Он осторожно, стараясь не шуметь, выскользнул из квартиры и спустился в булочную за углом. Теплые круассаны, пожалуй, хорошее дополнение к обугленной яичнице и испорченному кофе. Вернулся он буквально через пять минут. Нинка уже проснулась и огромной щеткой чесала перед зеркалом свои длинные волосы, усердно считая до пятисот. От отцовского утреннего поцелуя она отмахнулась:
— Не мешай, я собьюсь со счета. — Дочь почему-то вбила себе в голову, что если с младенчества не истязать себя многочасовым причесыванием, то к тридцати годам у нее будут отцовские залысины и плешь на макушке.
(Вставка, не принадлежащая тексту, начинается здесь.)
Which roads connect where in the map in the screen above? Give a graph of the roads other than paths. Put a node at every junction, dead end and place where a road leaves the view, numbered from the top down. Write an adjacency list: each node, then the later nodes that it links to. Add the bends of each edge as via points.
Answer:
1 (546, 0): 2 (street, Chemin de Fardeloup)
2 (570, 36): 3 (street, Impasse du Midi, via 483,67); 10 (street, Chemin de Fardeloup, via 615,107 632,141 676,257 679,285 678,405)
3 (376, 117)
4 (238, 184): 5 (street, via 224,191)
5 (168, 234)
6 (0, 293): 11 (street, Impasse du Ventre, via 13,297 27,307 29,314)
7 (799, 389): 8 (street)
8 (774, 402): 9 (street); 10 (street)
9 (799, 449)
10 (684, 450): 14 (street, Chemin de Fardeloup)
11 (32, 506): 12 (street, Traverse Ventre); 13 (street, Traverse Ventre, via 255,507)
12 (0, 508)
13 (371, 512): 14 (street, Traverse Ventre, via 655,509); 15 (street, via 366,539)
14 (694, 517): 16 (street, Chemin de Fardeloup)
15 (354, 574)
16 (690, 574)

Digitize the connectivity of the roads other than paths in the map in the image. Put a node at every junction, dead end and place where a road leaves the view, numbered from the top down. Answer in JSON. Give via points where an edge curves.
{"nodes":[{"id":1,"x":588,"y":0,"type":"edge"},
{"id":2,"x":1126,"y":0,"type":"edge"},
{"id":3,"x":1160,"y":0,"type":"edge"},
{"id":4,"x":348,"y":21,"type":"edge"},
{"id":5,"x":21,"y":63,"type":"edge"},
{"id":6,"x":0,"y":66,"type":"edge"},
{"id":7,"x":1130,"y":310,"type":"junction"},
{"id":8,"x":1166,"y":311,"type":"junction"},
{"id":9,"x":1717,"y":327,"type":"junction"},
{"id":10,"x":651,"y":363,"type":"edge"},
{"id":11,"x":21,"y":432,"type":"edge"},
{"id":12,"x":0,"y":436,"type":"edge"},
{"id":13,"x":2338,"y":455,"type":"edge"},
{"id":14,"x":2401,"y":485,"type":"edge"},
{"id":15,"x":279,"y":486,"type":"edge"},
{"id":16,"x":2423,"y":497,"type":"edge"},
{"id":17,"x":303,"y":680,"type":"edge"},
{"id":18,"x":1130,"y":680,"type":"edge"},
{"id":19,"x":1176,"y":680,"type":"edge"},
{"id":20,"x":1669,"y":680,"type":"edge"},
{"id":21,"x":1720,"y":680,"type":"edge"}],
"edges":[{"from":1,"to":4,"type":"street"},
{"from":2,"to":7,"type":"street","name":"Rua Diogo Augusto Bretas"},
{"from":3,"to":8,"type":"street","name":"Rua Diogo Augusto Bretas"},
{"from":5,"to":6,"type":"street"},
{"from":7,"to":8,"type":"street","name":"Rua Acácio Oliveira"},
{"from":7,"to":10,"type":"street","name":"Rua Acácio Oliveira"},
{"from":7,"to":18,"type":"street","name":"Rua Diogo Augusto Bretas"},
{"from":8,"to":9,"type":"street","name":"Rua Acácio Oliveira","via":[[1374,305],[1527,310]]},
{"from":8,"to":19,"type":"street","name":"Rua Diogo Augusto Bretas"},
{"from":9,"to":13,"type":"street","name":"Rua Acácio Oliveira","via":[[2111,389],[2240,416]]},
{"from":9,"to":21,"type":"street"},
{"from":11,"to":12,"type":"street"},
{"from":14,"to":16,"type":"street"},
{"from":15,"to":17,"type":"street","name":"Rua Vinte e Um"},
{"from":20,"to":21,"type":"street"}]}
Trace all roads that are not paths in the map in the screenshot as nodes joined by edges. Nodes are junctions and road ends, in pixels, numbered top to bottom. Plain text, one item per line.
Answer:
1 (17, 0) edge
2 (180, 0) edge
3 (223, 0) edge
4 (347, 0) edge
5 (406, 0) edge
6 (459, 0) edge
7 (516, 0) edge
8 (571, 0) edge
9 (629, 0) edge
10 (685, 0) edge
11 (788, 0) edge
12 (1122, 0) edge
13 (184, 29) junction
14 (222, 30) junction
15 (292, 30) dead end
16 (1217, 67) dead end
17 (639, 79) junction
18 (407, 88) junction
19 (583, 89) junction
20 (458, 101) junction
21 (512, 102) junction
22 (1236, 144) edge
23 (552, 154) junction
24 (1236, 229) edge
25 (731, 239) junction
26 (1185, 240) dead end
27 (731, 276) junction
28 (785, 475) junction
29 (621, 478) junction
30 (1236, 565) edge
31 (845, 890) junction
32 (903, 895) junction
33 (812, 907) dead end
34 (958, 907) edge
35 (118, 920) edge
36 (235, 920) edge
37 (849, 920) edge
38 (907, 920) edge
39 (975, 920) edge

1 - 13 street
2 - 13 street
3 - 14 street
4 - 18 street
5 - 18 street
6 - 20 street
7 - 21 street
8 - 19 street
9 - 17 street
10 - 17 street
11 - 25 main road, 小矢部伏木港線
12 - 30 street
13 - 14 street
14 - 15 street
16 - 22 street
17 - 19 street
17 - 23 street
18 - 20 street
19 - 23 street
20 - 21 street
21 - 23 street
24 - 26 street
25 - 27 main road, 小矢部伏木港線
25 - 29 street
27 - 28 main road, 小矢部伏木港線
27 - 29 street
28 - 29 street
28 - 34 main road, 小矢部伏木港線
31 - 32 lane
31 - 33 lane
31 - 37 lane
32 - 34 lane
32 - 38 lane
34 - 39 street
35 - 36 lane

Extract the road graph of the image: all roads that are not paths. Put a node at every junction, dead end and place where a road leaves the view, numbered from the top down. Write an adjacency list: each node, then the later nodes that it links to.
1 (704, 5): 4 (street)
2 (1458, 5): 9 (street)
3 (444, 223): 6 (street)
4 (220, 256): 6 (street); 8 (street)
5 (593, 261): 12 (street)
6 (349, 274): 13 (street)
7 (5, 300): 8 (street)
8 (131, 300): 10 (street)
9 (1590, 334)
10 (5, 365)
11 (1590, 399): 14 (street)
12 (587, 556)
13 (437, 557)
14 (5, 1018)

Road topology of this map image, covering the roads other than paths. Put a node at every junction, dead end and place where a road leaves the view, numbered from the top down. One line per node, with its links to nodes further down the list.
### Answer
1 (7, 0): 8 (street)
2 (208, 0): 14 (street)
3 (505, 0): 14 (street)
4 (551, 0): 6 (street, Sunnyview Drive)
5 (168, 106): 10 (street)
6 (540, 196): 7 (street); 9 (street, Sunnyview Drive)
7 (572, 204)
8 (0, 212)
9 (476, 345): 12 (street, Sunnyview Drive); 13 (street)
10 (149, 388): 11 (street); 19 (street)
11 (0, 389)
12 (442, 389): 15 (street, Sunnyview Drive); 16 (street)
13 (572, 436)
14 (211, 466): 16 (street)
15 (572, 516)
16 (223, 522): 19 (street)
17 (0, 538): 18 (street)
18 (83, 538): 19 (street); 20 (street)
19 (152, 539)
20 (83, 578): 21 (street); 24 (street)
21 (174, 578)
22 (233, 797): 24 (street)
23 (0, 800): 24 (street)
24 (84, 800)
Турецкий прошел на кухню и выставил на стол яркую коробку с круассанами:
— Ир, давай плюшками побалуемся…
— Подлизываешься?
— Да нет, решил вот сделать вам сюрприз… а то все яйца да бутерброды…
— Так, я, значит, еще и готовить не умею?!
— Нет, я не это имел в виду, просто… Ну, могу я тоже поучаствовать, облегчить тебе жизнь, помочь, как говорится…
— Я так дешево не продаюсь, — буркнула Ирина, — и не старайся.
— А чего ты, собственно, дуешься?
— А ты не знаешь.
— Из-за Качаловой, что ли? Так ты сама меня подзуживала, да и не собирался я ее кадрить. Зачем? Я тебя люблю.
— Только не хохми. Любит он!
— Не веришь?! — Турецкий просто задохнулся от возмущения. Получилось хорошо. Натурально. Вполне на уровне приличного провинциального театра.